___ Data extract

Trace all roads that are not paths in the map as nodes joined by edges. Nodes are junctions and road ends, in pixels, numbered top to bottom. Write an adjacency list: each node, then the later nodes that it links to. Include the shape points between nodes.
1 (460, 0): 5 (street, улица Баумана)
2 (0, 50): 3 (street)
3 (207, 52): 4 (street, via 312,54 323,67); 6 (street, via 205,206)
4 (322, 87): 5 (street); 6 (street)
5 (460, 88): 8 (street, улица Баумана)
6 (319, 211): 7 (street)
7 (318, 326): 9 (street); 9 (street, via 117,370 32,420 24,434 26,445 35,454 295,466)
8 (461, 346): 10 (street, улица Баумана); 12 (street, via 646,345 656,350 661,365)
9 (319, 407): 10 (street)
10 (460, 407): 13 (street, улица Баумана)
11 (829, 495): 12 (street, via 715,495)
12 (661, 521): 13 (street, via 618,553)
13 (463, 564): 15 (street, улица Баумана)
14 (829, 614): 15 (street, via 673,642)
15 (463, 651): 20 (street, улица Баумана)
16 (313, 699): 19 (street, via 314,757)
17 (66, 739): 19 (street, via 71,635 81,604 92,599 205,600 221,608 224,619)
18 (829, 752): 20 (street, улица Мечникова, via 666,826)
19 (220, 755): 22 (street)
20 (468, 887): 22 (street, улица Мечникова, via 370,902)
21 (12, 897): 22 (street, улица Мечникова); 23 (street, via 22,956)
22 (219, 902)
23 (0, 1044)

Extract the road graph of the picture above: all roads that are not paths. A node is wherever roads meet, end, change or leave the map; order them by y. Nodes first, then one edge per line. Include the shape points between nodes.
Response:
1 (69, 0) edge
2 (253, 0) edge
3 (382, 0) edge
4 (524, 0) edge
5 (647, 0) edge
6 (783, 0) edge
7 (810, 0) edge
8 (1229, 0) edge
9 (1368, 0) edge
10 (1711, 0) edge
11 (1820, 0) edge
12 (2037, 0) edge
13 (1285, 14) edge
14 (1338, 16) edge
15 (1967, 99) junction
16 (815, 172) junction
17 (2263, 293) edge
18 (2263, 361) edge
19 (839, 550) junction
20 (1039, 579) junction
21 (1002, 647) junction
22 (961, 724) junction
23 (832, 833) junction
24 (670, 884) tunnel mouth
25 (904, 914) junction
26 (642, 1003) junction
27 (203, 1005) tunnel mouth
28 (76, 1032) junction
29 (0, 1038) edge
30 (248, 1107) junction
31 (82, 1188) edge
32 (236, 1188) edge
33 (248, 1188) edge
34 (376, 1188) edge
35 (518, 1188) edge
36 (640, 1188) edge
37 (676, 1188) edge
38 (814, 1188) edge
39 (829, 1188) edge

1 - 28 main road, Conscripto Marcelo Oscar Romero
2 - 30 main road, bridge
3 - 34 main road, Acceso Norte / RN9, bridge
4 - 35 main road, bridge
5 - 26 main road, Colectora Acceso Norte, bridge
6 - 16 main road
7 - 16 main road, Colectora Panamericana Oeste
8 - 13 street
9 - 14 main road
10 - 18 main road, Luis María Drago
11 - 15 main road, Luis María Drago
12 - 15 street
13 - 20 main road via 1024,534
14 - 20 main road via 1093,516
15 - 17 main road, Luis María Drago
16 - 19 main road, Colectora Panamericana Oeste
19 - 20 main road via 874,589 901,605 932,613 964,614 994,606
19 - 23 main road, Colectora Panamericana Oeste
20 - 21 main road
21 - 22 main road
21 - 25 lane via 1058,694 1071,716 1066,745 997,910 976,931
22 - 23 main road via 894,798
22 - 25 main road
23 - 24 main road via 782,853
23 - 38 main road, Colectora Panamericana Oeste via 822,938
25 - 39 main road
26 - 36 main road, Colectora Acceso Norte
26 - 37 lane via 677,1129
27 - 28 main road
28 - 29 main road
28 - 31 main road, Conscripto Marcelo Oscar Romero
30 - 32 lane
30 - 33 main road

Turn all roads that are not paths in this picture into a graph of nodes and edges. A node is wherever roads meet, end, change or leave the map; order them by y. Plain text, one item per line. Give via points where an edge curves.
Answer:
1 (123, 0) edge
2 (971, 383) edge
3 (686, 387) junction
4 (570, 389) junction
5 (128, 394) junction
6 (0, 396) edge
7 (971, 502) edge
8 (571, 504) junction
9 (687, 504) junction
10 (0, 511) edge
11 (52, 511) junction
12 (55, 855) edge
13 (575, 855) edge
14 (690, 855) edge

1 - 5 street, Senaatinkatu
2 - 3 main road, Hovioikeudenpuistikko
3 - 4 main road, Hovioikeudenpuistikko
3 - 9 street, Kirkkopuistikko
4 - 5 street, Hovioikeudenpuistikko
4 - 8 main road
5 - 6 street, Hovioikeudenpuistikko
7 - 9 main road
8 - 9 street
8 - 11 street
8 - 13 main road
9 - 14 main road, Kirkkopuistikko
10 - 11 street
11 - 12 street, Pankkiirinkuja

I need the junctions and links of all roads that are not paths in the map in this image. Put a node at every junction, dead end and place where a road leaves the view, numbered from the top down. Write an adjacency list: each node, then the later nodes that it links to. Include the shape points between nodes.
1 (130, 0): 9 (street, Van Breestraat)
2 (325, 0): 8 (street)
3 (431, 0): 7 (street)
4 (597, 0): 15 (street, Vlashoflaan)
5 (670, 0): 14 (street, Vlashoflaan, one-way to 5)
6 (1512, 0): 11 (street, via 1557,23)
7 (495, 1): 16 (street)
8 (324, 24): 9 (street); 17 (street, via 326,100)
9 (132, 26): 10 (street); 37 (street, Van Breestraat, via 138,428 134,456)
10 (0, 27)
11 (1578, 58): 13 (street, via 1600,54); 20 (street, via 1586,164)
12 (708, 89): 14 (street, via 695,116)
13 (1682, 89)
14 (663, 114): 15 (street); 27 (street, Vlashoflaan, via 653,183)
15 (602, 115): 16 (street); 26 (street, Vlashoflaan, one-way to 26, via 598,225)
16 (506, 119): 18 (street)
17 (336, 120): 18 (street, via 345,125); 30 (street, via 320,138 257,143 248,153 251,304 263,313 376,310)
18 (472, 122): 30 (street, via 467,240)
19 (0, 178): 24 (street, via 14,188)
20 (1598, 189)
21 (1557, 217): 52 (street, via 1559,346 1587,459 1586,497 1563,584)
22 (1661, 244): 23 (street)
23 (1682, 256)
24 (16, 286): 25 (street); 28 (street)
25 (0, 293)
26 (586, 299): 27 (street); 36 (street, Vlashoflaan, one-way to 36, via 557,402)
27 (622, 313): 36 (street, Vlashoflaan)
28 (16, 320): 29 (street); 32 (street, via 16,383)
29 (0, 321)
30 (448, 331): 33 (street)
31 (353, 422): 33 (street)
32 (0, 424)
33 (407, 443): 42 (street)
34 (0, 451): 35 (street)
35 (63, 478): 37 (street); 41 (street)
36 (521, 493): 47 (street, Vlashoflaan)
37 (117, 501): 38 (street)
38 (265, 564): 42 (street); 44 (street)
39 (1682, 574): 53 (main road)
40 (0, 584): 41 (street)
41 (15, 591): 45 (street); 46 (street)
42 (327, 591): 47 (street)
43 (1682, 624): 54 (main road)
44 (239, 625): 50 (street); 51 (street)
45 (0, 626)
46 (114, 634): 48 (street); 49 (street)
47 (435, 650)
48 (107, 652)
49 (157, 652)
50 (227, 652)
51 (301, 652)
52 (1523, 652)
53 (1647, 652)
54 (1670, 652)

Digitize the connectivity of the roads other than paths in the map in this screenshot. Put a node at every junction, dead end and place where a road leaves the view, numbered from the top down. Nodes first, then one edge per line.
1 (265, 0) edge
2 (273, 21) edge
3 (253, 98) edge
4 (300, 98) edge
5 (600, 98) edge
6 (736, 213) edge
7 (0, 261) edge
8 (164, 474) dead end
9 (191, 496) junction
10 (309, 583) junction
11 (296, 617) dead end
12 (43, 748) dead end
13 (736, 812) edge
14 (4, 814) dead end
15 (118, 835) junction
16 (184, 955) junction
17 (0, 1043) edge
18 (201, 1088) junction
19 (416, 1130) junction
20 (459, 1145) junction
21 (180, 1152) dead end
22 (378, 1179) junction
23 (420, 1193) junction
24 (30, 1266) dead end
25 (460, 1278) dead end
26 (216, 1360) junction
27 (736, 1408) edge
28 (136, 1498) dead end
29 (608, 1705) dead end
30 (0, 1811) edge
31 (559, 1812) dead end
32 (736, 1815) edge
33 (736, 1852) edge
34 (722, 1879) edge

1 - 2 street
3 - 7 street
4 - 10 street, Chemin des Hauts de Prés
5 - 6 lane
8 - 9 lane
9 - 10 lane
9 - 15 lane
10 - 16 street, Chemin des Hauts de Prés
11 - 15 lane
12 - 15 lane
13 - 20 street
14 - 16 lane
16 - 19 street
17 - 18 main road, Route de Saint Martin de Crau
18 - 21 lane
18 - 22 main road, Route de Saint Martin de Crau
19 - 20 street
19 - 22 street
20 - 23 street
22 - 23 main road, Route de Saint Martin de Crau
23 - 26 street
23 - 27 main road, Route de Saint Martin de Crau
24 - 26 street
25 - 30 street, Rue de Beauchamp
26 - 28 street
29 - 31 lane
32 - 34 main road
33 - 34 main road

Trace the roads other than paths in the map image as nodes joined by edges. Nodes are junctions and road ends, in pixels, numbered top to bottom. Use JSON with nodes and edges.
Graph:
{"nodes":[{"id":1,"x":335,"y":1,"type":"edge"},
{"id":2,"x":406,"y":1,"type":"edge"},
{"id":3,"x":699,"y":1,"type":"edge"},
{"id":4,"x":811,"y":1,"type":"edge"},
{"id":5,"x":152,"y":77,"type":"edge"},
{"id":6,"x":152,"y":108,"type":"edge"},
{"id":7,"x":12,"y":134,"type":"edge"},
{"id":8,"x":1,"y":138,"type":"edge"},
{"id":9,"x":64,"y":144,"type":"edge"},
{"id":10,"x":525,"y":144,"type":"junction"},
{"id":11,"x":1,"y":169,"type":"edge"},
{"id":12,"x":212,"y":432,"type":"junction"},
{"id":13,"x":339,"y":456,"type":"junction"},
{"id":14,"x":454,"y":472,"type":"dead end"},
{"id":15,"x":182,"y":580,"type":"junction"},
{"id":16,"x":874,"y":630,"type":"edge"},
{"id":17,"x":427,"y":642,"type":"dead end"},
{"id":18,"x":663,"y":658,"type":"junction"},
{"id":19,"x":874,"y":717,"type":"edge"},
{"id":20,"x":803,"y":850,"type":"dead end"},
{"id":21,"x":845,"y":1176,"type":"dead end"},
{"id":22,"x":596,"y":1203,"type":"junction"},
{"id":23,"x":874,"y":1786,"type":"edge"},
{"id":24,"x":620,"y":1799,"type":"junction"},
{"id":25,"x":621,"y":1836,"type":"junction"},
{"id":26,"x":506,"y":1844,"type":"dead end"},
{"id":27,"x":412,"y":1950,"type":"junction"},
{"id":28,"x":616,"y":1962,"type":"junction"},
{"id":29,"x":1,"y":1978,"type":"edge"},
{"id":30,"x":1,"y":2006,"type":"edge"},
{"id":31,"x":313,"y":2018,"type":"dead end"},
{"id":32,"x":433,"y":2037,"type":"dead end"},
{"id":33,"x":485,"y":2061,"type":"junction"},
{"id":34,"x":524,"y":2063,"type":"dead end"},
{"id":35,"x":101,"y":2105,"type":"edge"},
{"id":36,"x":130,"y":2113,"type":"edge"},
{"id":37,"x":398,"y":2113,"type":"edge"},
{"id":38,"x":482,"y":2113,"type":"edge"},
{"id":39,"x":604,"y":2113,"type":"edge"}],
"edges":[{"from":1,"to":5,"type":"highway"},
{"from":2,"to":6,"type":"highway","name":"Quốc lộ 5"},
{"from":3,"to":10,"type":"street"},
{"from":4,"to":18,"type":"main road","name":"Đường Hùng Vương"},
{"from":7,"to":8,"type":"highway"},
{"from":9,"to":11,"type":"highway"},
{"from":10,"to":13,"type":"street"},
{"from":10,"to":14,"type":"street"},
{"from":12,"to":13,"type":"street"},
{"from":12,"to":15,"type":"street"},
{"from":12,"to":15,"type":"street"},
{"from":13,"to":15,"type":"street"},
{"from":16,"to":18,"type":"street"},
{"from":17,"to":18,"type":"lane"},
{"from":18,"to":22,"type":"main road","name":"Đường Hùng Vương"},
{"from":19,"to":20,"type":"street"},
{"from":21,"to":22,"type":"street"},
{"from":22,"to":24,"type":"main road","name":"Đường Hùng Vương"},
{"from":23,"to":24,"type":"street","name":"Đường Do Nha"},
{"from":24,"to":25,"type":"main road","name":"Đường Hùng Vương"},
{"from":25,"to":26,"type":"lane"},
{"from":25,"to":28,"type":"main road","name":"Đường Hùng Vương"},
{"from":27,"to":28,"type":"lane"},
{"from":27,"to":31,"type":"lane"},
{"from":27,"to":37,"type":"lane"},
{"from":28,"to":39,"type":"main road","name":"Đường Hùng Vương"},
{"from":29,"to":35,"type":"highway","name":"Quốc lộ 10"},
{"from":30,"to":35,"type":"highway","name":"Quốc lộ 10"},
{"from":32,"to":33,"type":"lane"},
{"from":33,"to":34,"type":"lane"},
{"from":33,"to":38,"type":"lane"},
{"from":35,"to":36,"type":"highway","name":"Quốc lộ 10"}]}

______

Exercise brief: Lines of the listing above that contain the word "Oscar" should all be returned.

Response to the exercise:
1 - 28 main road, Conscripto Marcelo Oscar Romero
28 - 31 main road, Conscripto Marcelo Oscar Romero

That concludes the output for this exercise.